▸ EXERCISE DIRECTIONS
Make an exact copy of the lines below.

▸ AVAILABLE DATA
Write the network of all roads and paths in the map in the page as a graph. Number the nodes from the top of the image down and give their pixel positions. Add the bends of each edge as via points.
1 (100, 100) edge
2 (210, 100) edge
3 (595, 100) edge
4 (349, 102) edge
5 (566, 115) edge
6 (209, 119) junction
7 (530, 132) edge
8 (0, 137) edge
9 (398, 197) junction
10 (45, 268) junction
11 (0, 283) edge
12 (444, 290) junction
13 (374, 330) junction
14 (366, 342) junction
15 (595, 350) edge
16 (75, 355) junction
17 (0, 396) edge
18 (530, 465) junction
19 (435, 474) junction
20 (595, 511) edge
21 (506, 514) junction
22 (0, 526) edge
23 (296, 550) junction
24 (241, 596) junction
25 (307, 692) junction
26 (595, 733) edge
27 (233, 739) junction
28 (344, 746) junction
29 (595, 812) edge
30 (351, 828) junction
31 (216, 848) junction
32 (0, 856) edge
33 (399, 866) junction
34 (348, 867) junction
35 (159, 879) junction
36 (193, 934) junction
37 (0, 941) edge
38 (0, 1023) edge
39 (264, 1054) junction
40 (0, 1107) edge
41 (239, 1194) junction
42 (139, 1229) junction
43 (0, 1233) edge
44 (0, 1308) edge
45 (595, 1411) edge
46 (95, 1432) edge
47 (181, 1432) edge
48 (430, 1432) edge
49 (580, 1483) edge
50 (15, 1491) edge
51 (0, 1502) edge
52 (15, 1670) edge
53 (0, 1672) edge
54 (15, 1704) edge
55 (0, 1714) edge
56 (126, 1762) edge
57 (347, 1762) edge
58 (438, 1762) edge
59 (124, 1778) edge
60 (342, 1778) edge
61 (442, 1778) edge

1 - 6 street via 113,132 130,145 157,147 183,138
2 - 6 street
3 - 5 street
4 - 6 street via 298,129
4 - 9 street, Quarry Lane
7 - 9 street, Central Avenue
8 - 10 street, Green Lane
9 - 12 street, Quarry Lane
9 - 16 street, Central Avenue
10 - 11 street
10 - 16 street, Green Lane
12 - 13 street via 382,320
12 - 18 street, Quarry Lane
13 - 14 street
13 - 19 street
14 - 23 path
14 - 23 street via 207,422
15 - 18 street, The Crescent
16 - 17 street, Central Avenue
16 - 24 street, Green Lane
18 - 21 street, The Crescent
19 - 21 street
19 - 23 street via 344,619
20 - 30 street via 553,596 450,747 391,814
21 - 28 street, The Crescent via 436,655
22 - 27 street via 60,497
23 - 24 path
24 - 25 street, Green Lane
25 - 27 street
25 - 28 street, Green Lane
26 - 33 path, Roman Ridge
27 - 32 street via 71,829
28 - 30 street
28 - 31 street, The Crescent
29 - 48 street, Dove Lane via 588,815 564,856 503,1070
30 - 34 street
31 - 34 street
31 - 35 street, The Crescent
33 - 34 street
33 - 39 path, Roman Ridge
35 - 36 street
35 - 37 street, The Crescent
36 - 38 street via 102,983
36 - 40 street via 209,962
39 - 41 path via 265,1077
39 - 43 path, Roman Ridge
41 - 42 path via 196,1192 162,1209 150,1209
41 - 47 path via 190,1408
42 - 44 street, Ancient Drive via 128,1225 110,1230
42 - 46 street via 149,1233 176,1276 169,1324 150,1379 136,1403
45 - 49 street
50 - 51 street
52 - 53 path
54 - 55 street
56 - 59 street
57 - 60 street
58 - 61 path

▸ ANSWER BOX
Write the network of all roads and paths in the map in the page as a graph. Number the nodes from the top of the image down and give their pixel positions. Add the bends of each edge as via points.
1 (100, 100) edge
2 (210, 100) edge
3 (595, 100) edge
4 (349, 102) edge
5 (566, 115) edge
6 (209, 119) junction
7 (530, 132) edge
8 (0, 137) edge
9 (398, 197) junction
10 (45, 268) junction
11 (0, 283) edge
12 (444, 290) junction
13 (374, 330) junction
14 (366, 342) junction
15 (595, 350) edge
16 (75, 355) junction
17 (0, 396) edge
18 (530, 465) junction
19 (435, 474) junction
20 (595, 511) edge
21 (506, 514) junction
22 (0, 526) edge
23 (296, 550) junction
24 (241, 596) junction
25 (307, 692) junction
26 (595, 733) edge
27 (233, 739) junction
28 (344, 746) junction
29 (595, 812) edge
30 (351, 828) junction
31 (216, 848) junction
32 (0, 856) edge
33 (399, 866) junction
34 (348, 867) junction
35 (159, 879) junction
36 (193, 934) junction
37 (0, 941) edge
38 (0, 1023) edge
39 (264, 1054) junction
40 (0, 1107) edge
41 (239, 1194) junction
42 (139, 1229) junction
43 (0, 1233) edge
44 (0, 1308) edge
45 (595, 1411) edge
46 (95, 1432) edge
47 (181, 1432) edge
48 (430, 1432) edge
49 (580, 1483) edge
50 (15, 1491) edge
51 (0, 1502) edge
52 (15, 1670) edge
53 (0, 1672) edge
54 (15, 1704) edge
55 (0, 1714) edge
56 (126, 1762) edge
57 (347, 1762) edge
58 (438, 1762) edge
59 (124, 1778) edge
60 (342, 1778) edge
61 (442, 1778) edge

1 - 6 street via 113,132 130,145 157,147 183,138
2 - 6 street
3 - 5 street
4 - 6 street via 298,129
4 - 9 street, Quarry Lane
7 - 9 street, Central Avenue
8 - 10 street, Green Lane
9 - 12 street, Quarry Lane
9 - 16 street, Central Avenue
10 - 11 street
10 - 16 street, Green Lane
12 - 13 street via 382,320
12 - 18 street, Quarry Lane
13 - 14 street
13 - 19 street
14 - 23 path
14 - 23 street via 207,422
15 - 18 street, The Crescent
16 - 17 street, Central Avenue
16 - 24 street, Green Lane
18 - 21 street, The Crescent
19 - 21 street
19 - 23 street via 344,619
20 - 30 street via 553,596 450,747 391,814
21 - 28 street, The Crescent via 436,655
22 - 27 street via 60,497
23 - 24 path
24 - 25 street, Green Lane
25 - 27 street
25 - 28 street, Green Lane
26 - 33 path, Roman Ridge
27 - 32 street via 71,829
28 - 30 street
28 - 31 street, The Crescent
29 - 48 street, Dove Lane via 588,815 564,856 503,1070
30 - 34 street
31 - 34 street
31 - 35 street, The Crescent
33 - 34 street
33 - 39 path, Roman Ridge
35 - 36 street
35 - 37 street, The Crescent
36 - 38 street via 102,983
36 - 40 street via 209,962
39 - 41 path via 265,1077
39 - 43 path, Roman Ridge
41 - 42 path via 196,1192 162,1209 150,1209
41 - 47 path via 190,1408
42 - 44 street, Ancient Drive via 128,1225 110,1230
42 - 46 street via 149,1233 176,1276 169,1324 150,1379 136,1403
45 - 49 street
50 - 51 street
52 - 53 path
54 - 55 street
56 - 59 street
57 - 60 street
58 - 61 path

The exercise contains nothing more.